UII UPDATE 359 | APRIL 2024

Intelligence Update

Digital twins: reshaping AI infrastructure planning

Digital twin software: Part 1

Uptime Intelligence has been observing digital twin (DT) capabilities in data center management and control software (DCM-C) for some time. While the DT concept is not new, recent advances in precision physics-based models, interactive simulations, and AI/machine learning (ML) have made DTs a more viable consideration for many operators.

Meanwhile, adapting or building new facilities for high density IT and AI infrastructure all add to management complexities. Many operators lack the experience to design and commission high density facilities and are uncertain about future infrastructure requirements (see The DeepSeek paradox: more efficiency, more infrastructure?).

For those planning new AI data centers or upgrading existing facilities, DTs offer the potential to design infrastructures in a virtualized sandbox environment. Performing tests, generating insights and making informed decisions can all occur before committing to significant capital infrastructure investment. Since December 2024, examples include:

  • Siemens Building X DT software is being used by Compass Datacenters in the US for its AI and cloud hyperscale campus build out. The DT is used in the design, planning, testing and assembly of 1,500 medium-voltage custom skids, over five-years. These prefabricated units include the configuration and containment of electrical systems, such as switchgear and transformers. Skids may help to mitigate the risk in AI campus build-outs because they are modular and moveable, allowing operators to plan and adapt their infrastructure configurations and requirements, dependent on customer demand and other unforeseen changes, such as power availability.
  • Nvidia, Schneider Electric, Vertiv, Cadence and ETAP partnered on an AI factory DT initiative, using the Nvidia Omniverse DT platform. The aim is to predict how changes in AI workloads affect power and cooling, by testing the risks of grid failures, cooling leaks and power spikes. Future simulations will consider AI-enabled cooling optimization (Phaidra) and SCADA equipment controls (Vertech).

This is the first of two reports on DTs and will identify key attributes of DTs for data center applications and outline the opportunities and challenges for operators. The second report will explore DT software product maturity.

What is a digital twin?

A DT is a software system that utilizes component libraries and precision sensor data to create digital replicas of physical assets in the data center. DTs employ simulations and models to test operating scenarios, make predictions and provide recommendations based on the virtual environment. They can also be used to discover hidden faults – any discrepancies between the virtual model and the real-world facility would indicate a problem with equipment, sensors or data.

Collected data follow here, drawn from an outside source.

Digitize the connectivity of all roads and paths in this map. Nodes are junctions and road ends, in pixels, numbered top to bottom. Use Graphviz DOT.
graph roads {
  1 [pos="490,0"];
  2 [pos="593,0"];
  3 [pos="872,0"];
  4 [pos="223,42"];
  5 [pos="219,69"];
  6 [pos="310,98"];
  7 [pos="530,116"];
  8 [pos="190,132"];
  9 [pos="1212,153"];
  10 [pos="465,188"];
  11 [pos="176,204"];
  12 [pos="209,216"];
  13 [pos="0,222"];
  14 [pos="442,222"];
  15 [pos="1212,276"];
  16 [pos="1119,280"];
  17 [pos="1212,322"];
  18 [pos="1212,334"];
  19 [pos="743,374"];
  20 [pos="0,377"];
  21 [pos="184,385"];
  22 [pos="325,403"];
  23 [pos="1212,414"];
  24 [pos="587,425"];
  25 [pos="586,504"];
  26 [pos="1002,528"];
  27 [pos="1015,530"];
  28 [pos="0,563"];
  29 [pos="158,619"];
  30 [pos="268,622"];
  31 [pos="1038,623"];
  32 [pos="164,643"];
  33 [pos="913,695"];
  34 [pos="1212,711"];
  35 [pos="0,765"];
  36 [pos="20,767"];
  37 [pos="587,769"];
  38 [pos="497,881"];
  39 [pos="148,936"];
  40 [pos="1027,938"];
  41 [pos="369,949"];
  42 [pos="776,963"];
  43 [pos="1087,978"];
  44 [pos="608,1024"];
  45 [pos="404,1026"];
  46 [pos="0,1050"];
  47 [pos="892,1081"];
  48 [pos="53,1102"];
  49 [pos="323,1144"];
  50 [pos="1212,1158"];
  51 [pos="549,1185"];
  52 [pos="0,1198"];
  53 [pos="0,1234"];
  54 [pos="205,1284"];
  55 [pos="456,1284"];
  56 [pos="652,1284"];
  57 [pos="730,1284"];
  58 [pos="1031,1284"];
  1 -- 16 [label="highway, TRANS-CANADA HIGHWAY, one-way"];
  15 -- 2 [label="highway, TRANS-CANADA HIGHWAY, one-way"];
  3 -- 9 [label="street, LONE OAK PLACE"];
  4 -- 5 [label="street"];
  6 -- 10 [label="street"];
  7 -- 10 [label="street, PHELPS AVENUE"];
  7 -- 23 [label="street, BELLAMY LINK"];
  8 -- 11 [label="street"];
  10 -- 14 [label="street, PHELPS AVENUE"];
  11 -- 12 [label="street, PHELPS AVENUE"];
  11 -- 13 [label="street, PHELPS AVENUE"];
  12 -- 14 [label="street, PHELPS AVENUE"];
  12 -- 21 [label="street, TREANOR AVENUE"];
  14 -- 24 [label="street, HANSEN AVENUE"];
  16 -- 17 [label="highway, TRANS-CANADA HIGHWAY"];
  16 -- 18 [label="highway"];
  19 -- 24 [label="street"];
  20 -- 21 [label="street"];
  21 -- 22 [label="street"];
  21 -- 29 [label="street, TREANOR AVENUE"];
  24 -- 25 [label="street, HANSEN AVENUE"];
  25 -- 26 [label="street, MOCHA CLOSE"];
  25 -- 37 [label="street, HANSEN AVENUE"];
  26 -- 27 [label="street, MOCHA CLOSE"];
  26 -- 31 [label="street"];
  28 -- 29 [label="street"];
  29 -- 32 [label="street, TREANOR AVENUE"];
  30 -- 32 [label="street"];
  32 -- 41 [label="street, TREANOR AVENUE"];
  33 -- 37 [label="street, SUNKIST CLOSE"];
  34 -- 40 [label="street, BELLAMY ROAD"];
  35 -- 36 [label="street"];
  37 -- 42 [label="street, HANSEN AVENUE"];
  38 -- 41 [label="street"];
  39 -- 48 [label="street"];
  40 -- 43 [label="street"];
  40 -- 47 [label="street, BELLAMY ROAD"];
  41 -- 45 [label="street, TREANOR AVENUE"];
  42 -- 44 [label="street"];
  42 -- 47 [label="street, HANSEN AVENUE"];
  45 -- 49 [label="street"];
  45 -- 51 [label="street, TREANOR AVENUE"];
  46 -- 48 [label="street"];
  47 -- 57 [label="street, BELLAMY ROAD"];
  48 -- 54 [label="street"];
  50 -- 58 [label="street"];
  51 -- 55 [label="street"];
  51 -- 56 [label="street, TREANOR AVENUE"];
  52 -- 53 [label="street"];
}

The terms visualizations and simulations are often used interchangeably. However, while both rely on sensor data, they differ on objectives and capabilities.

Visualizations involve digitizing, modeling and configuring an asset or a collection of assets for monitoring, identification and capacity planning purposes. Data center infrastructure management (DCIM) software products often visualize assets, such as facilities equipment, IT servers, racks and network ports.

Simulations often use asset visualizations and their source data, and then add other application and environmental data inputs to model the impact of change under different operating conditions.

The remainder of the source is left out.